Choosing the Right Abstraction

Elixir offers several abstractions for concurrent programming, each suited to different use cases:

Processes and Message Passing

The most fundamental concurrency primitives in Elixir are processes and message passing:

## Spawn a process
pid = spawn(fn ->
  receive do
    {:compute, n, caller} ->
      result = n * n
      send(caller, {:result, result})
  end
end)

## Send a message
send(pid, {:compute, 42, self()})

## Receive the response
receive do
  {:result, value} -> IO.puts("Result: #{value}")
after
  5000 -> IO.puts("Timeout")
end

This low-level approach gives you complete control but requires manual handling of many concerns.

Tasks

Tasks provide a higher-level abstraction for asynchronous computation:

## Run an async task
task = Task.async(fn ->
  # Simulate work
  Process.sleep(1000)
  42 * 42
end)

## Do other work here...

## Await the result
result = Task.await(task)
IO.puts("Result: #{result}")

Tasks are ideal for:

One-off asynchronous operations
Concurrent mapping operations
Operations where you need the result

GenServer

GenServers provide a standard structure for building stateful, long-running processes:

defmodule Counter do
  use GenServer

  # Client API
  def start_link(initial_count) do
    GenServer.start_link(__MODULE__, initial_count, name: __MODULE__)
  end

  def increment(by \\ 1) do
    GenServer.call(__MODULE__, {:increment, by})
  end

  def get_count do
    GenServer.call(__MODULE__, :get_count)
  end

  # Server callbacks
  @impl true
  def init(initial_count) do
    {:ok, initial_count}
  end

  @impl true
  def handle_call({:increment, by}, _from, count) do
    new_count = count + by
    {:reply, new_count, new_count}
  end

  @impl true
  def handle_call(:get_count, _from, count) do
    {:reply, count, count}
  end
end

GenServers are ideal for:

Managing shared state
Rate limiting or coordinating access
Long-running services

Agent

Agents provide a simpler abstraction for state management:

{:ok, agent} = Agent.start_link(fn -> %{} end)

## Update state
Agent.update(agent, fn map -> Map.put(map, :key, "value") end)

## Get state
value = Agent.get(agent, fn map -> Map.get(map, :key) end)

Agents are ideal for:

Simple state storage without complex logic
When you don’t need the full GenServer behavior

Best Practice 1: Process Isolation and Error Handling

One of Elixir’s core principles is fault isolation. Processes should be designed to have a single responsibility, allowing them to fail independently without affecting the entire system.

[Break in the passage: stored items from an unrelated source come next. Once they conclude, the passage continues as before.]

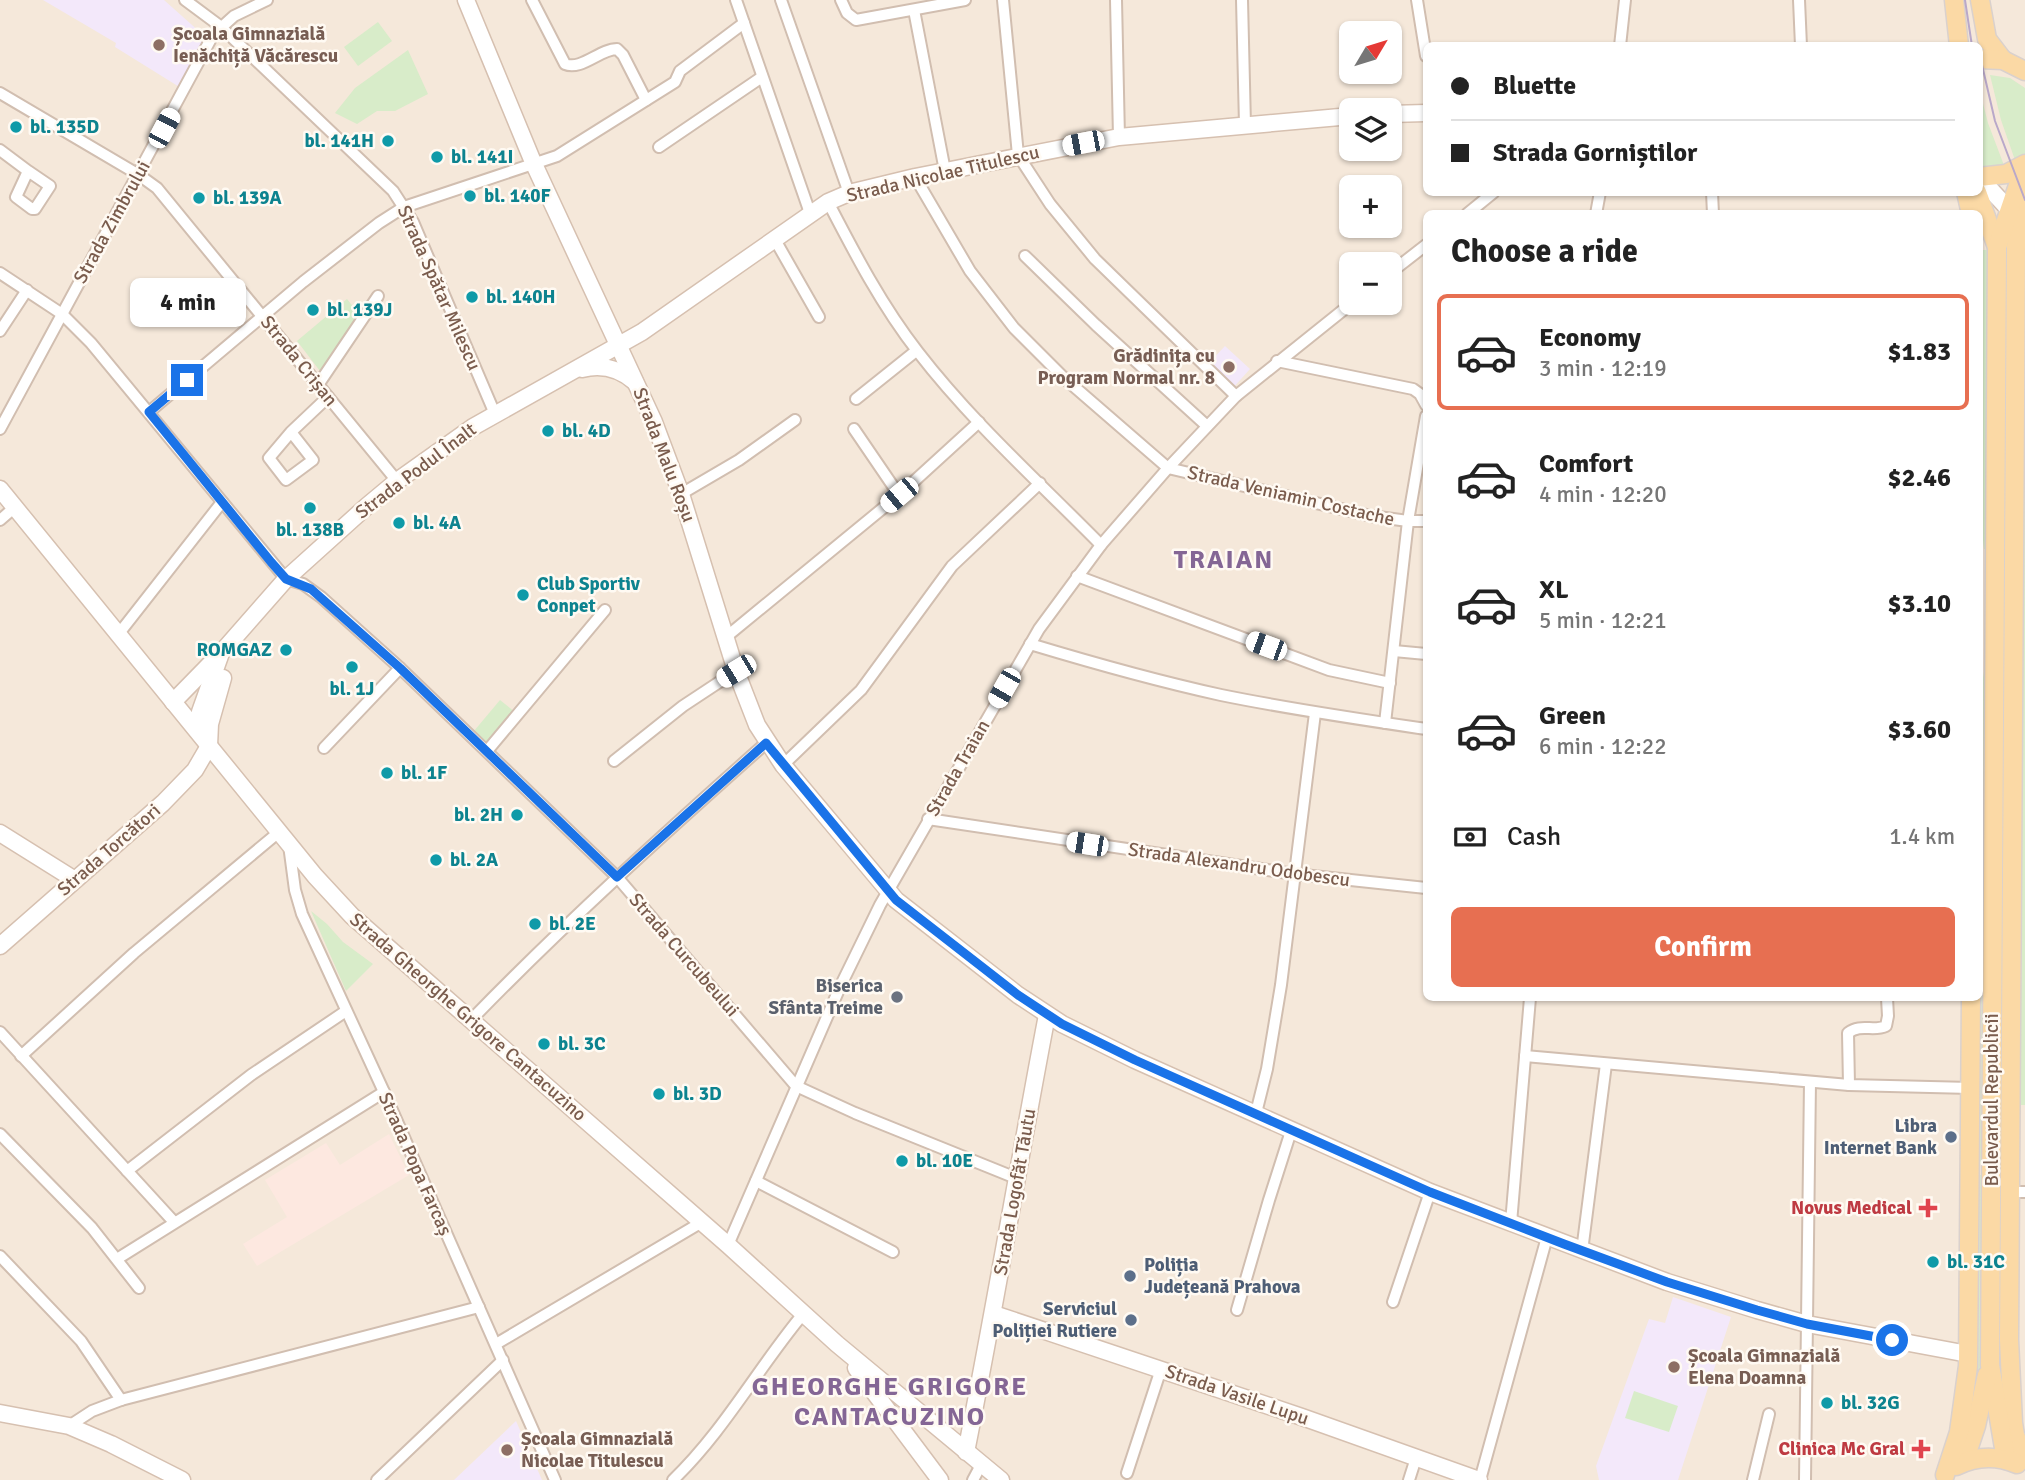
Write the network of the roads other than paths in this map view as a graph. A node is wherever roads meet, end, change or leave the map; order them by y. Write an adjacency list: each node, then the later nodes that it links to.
1 (185, 0): 19 (street, Strada Spătar Milescu)
2 (267, 0): 19 (street, Strada Zimbrului)
3 (466, 0): 38 (street, Strada Malu Roșu)
4 (533, 0): 29 (street)
5 (736, 0): 18 (street)
6 (781, 0): 46 (street)
7 (841, 0): 17 (street)
8 (965, 0): 17 (street)
9 (1003, 0): 37 (street)
10 (1116, 0): 34 (street)
11 (1242, 0): 33 (street)
12 (1417, 0): 20 (street)
13 (1625, 0): 21 (street)
14 (1799, 0): 22 (street)
15 (1954, 0): 23 (main road)
16 (1980, 0): 25 (main road)
17 (914, 10): 41 (street)
18 (744, 23): 27 (street); 29 (street)
19 (220, 26): 42 (street, Strada Zimbrului); 50 (street, Strada Spătar Milescu)
20 (1424, 42)
21 (1620, 42)
22 (1801, 42)
23 (1959, 42)
24 (1983, 59): 25 (main road)
25 (2003, 60): 26 (main road)
26 (2025, 71)
27 (762, 77): 35 (street); 52 (street)
28 (0, 93): 42 (street, Strada Crișan)
29 (646, 100): 38 (street)
30 (1423, 113): 31 (street)
31 (1402, 114)
32 (1339, 118): 33 (street, Strada Nicolae Titulescu)
33 (1245, 125): 34 (street, Strada Nicolae Titulescu)
34 (1119, 137): 37 (street, Strada Nicolae Titulescu)
35 (659, 147)
36 (0, 150): 40 (street)
37 (1018, 155): 41 (street, Strada Nicolae Titulescu); 75 (street)
38 (533, 162): 50 (street); 67 (street, Strada Malu Roșu)
39 (2025, 165): 44 (main road); 53 (main road, Bulevardul Republicii)
40 (28, 171)
41 (945, 171): 43 (street, Strada Nicolae Titulescu)
42 (139, 175): 63 (street, Strada Zimbrului); 64 (street, Strada Crișan)
43 (915, 177): 46 (street, Strada Nicolae Titulescu); 88 (street, Strada Veniamin Costache)
44 (1983, 177)
45 (1983, 181): 53 (street)
46 (849, 193): 49 (street, Strada Nicolae Titulescu)
47 (1489, 196): 51 (street)
48 (1978, 196): 56 (main road, Bulevardul Republicii)
49 (828, 202): 52 (street, Strada Nicolae Titulescu); 69 (street)
50 (404, 207): 64 (street); 80 (street, Strada Spătar Milescu)
51 (1472, 210)
52 (810, 213): 54 (street, Strada Nicolae Titulescu)
53 (2020, 216): 56 (main road, Bulevardul Republicii); 71 (main road, Bulevardul Republicii)
54 (774, 238): 65 (street); 67 (street, Strada Nicolae Titulescu)
55 (1423, 247): 58 (street)
56 (1997, 247): 175 (main road, Bulevardul Republicii)
57 (1025, 256): 83 (street)
58 (1402, 264)
59 (0, 273): 60 (street)
60 (27, 290): 63 (street); 66 (street)
61 (379, 296): 73 (street)
62 (1339, 313): 70 (street, Strada Traian)
63 (62, 314): 79 (street); 84 (street, Strada Zimbrului)
64 (262, 316): 73 (street, Strada Crișan); 79 (street)
65 (820, 317)
66 (0, 331)
67 (620, 344): 72 (street, Strada Podul Înalt); 74 (street, Strada Malu Roșu)
68 (2025, 348): 71 (main road)
69 (916, 351): 77 (street); 82 (street)
70 (1278, 361): 75 (street, Strada Traian); 78 (street)
71 (2015, 363): 154 (main road, Bulevardul Republicii)
72 (572, 371): 74 (street); 80 (street, Strada Podul Înalt)
73 (318, 385): 76 (street, Strada Crișan)
74 (638, 385): 92 (street, Strada Malu Roșu)
75 (1236, 396): 83 (street, Strada Traian)
76 (328, 397): 86 (street); 89 (street, Strada Crișan)
77 (856, 399)
78 (1423, 400)
79 (149, 412): 94 (street)
80 (495, 414): 89 (street, Strada Podul Înalt)
81 (795, 420): 92 (street)
82 (979, 422): 90 (street); 93 (street)
83 (1207, 426): 88 (street, Strada Traian)
84 (0, 429)
85 (854, 429): 93 (street)
86 (291, 432)
87 (1423, 434): 97 (street)
88 (1168, 468): 97 (street, Strada Veniamin Costache); 99 (street, Strada Traian)
89 (397, 481): 101 (street, Strada Podul Înalt)
90 (1040, 483): 99 (street); 122 (street)
91 (0, 489): 95 (street, Strada Gheorghe Grigore Cantacuzino)
92 (681, 494): 105 (street, Strada Malu Roșu)
93 (899, 495): 105 (street)
94 (222, 502): 101 (street); 104 (street)
95 (15, 507): 96 (street); 104 (street, Strada Gheorghe Grigore Cantacuzino)
96 (0, 520)
97 (1408, 521): 98 (street, Strada Veniamin Costache); 107 (street)
98 (1423, 521)
99 (1101, 545): 100 (street, Strada Traian)
100 (1076, 576): 106 (street, Strada Traian); 112 (street)
101 (286, 579): 103 (street, Strada Podul Înalt); 110 (street, Strada Curcubeului)
102 (605, 610): 120 (street)
103 (239, 633): 108 (street, Strada Podul Înalt); 118 (street, Strada Podul Înalt)
104 (117, 636): 113 (street, Strada Gheorghe Grigore Cantacuzino)
105 (726, 637): 111 (street, Strada Malu Roșu)
106 (1030, 644): 114 (street); 123 (street, Strada Traian)
107 (1394, 651): 109 (street); 112 (street)
108 (221, 653): 113 (street); 118 (street, Strada Podul Înalt)
109 (1423, 654)
110 (400, 668): 119 (street); 120 (street, Strada Curcubeului)
111 (736, 671): 117 (street, Strada Malu Roșu); 121 (street)
112 (1390, 683): 115 (street)
113 (173, 702): 118 (street, Strada Gheorghe Grigore Cantacuzino)
114 (1315, 713): 115 (street); 126 (street)
115 (1385, 723): 116 (street)
116 (1423, 729)
117 (766, 743): 122 (street, Strada Malu Roșu); 127 (street)
118 (209, 746): 125 (street, Strada Gheorghe Grigore Cantacuzino); 128 (street, Strada Torcători)
119 (324, 748)
120 (487, 751): 127 (street, Strada Curcubeului)
121 (614, 761)
122 (783, 765): 130 (street, Strada Malu Roșu)
123 (928, 819): 126 (street, Strada Alexandru Odobescu); 130 (street, Strada Traian)
124 (0, 833): 128 (street)
125 (284, 838): 135 (street, Strada Popa Farcaș); 137 (street, Strada Gheorghe Grigore Cantacuzino); 139 (street)
126 (1294, 874): 129 (street, Strada Alexandru Odobescu); 147 (street)
127 (617, 877): 137 (street); 144 (street, Strada Curcubeului)
128 (75, 880): 131 (street, Strada Torcători)
129 (1423, 888)
130 (887, 891): 136 (street, Strada Malu Roșu); 144 (street, Strada Traian)
131 (0, 946)
132 (1530, 1001): 140 (street)
133 (1887, 1001): 143 (street)
134 (1971, 1001): 145 (main road, Bulevardul Republicii)
135 (346, 1011): 146 (street, Strada Popa Farcaș); 150 (street)
136 (1046, 1015): 147 (street, Strada Malu Roșu); 151 (street, Strada Logofăt Tăutu)
137 (471, 1020): 156 (street, Strada Gheorghe Grigore Cantacuzino)
138 (0, 1032): 139 (street)
139 (21, 1056): 150 (street)
140 (1525, 1056): 141 (street); 157 (street)
141 (1606, 1064): 142 (street); 160 (street)
142 (1810, 1082): 143 (street); 170 (street)
143 (1850, 1085): 145 (street)
144 (796, 1086): 151 (street); 152 (street, Strada Traian)
145 (1971, 1088): 173 (main road, Bulevardul Republicii)
146 (384, 1092): 155 (street); 166 (street, Strada Popa Farcaș)
147 (1256, 1113): 148 (street, Strada Malu Roșu)
148 (1292, 1128): 153 (street, Strada Malu Roșu); 167 (street)
149 (0, 1134): 163 (street)
150 (127, 1171): 155 (street)
151 (1016, 1178): 169 (street, Strada Logofăt Tăutu)
152 (756, 1181): 159 (street, Strada Traian); 161 (street)
153 (1430, 1192): 157 (street, Strada Malu Roșu); 165 (street)
154 (2017, 1192): 184 (main road, Bulevardul Republicii)
155 (174, 1222): 163 (street)
156 (702, 1222): 159 (street, Strada Gheorghe Grigore Cantacuzino); 171 (street)
157 (1511, 1223): 158 (street, Strada Malu Roșu)
158 (1546, 1237): 160 (street, Strada Malu Roșu); 199 (street)
159 (728, 1245): 168 (street, Strada Gheorghe Grigore Cantacuzino)
160 (1582, 1251): 170 (street, Strada Malu Roșu)
161 (893, 1252)
162 (0, 1256): 177 (street)
163 (117, 1259): 164 (street)
164 (139, 1288)
165 (1394, 1302)
166 (479, 1307): 171 (street, Strada Popa Farcaș); 177 (street)
167 (1237, 1310)
168 (803, 1314): 172 (street, Strada Gheorghe Grigore Cantacuzino); 194 (street)
169 (994, 1314): 176 (street, Strada Vasile Lupu); 181 (street, Strada Logofăt Tăutu)
170 (1807, 1324): 173 (street, Strada Malu Roșu); 201 (street)
171 (496, 1344): 174 (street, Strada Popa Farcaș)
172 (837, 1344): 181 (street, Strada Gheorghe Grigore Cantacuzino); 195 (street)
173 (1968, 1354): 190 (main road, Bulevardul Republicii)
174 (503, 1360): 192 (street); 193 (street, Strada Popa Farcaș)
175 (1990, 1365): 183 (main road, Bulevardul Republicii); 185 (main road, Bulevardul Republicii)
176 (1161, 1369): 182 (street, Strada Vasile Lupu); 188 (street)
177 (121, 1400): 180 (street)
178 (0, 1413): 180 (street)
179 (1769, 1414): 200 (street)
180 (69, 1426): 189 (street)
181 (966, 1452): 186 (street, Strada Gheorghe Grigore Cantacuzino)
182 (1416, 1458): 198 (street); 199 (street, Strada Vasile Lupu)
183 (2006, 1460): 185 (main road); 187 (main road)
184 (2025, 1460)
185 (1964, 1462): 190 (main road)
186 (981, 1465): 196 (street); 197 (street, Strada Gheorghe Grigore Cantacuzino)
187 (2025, 1469)
188 (1127, 1473)
189 (164, 1476): 191 (street)
190 (1943, 1478)
191 (182, 1480)
192 (377, 1480)
193 (555, 1480)
194 (673, 1480)
195 (940, 1480)
196 (973, 1480)
197 (1001, 1480)
198 (1409, 1480)
199 (1479, 1480)
200 (1753, 1480)
201 (1805, 1480)

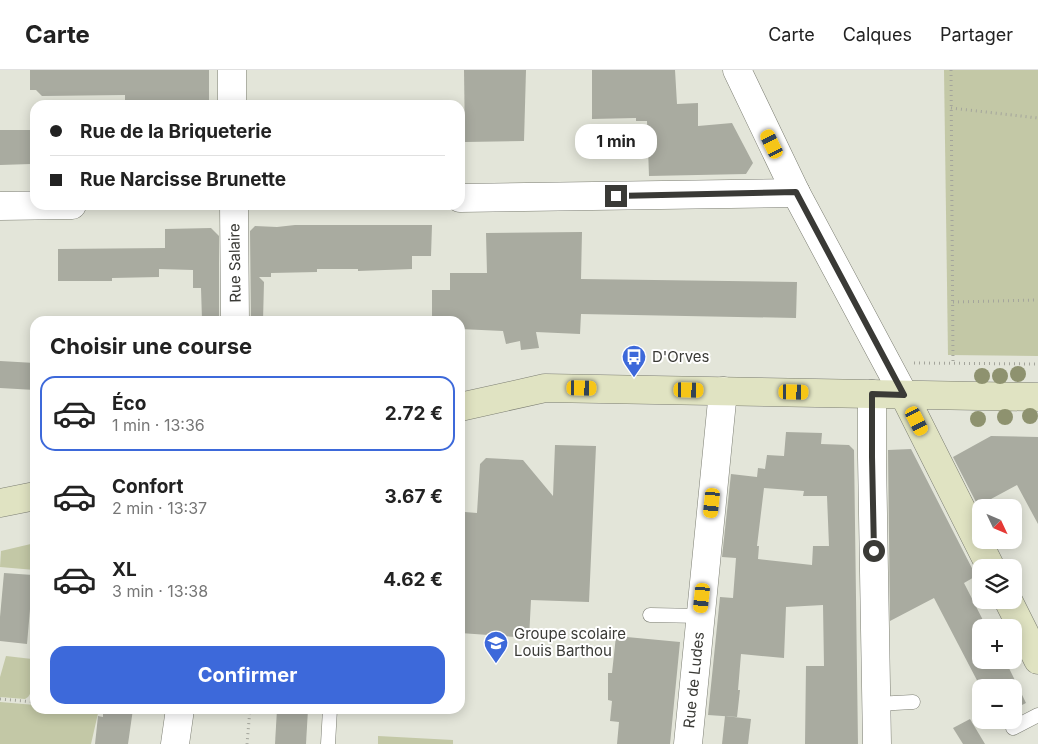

Separate Concerns into Independent Processes

Rather than building a monolithic process, divide your application into smaller processes with well-defined responsibilities:

defmodule UserService do
  use Supervisor

  def start_link(init_arg) do
    Supervisor.start_link(__MODULE__, init_arg, name: __MODULE__)
  end

  @impl true
  def init(_init_arg) do
    children = [
      {UserRepository, []},
      {UserAuthenticator, []},
      {UserNotifier, []}
    ]

    Supervisor.init(children, strategy: :one_for_one)
  end
end

This approach allows each component to be managed independently. If the UserNotifier process crashes, it won’t affect the UserRepository or UserAuthenticator.

Let It Crash (Strategically)

Instead of defensive programming, let processes crash and restart when encountering unexpected conditions:

defmodule ImageProcessor do
  use GenServer

  # ... other callbacks ...

  @impl true
  def handle_call({:process, image_data}, _from, state) do
    # Don't handle every possible error case
    result = process_image(image_data)
    {:reply, result, state}
  end

  defp process_image(image_data) do
    # If this fails with unhandled exceptions, the process will crash
    # and be restarted by its supervisor
    image_data
    |> decode_image()
    |> apply_filters()
    |> optimize()
  end
end

Combined with proper supervision, this approach leads to more robust systems.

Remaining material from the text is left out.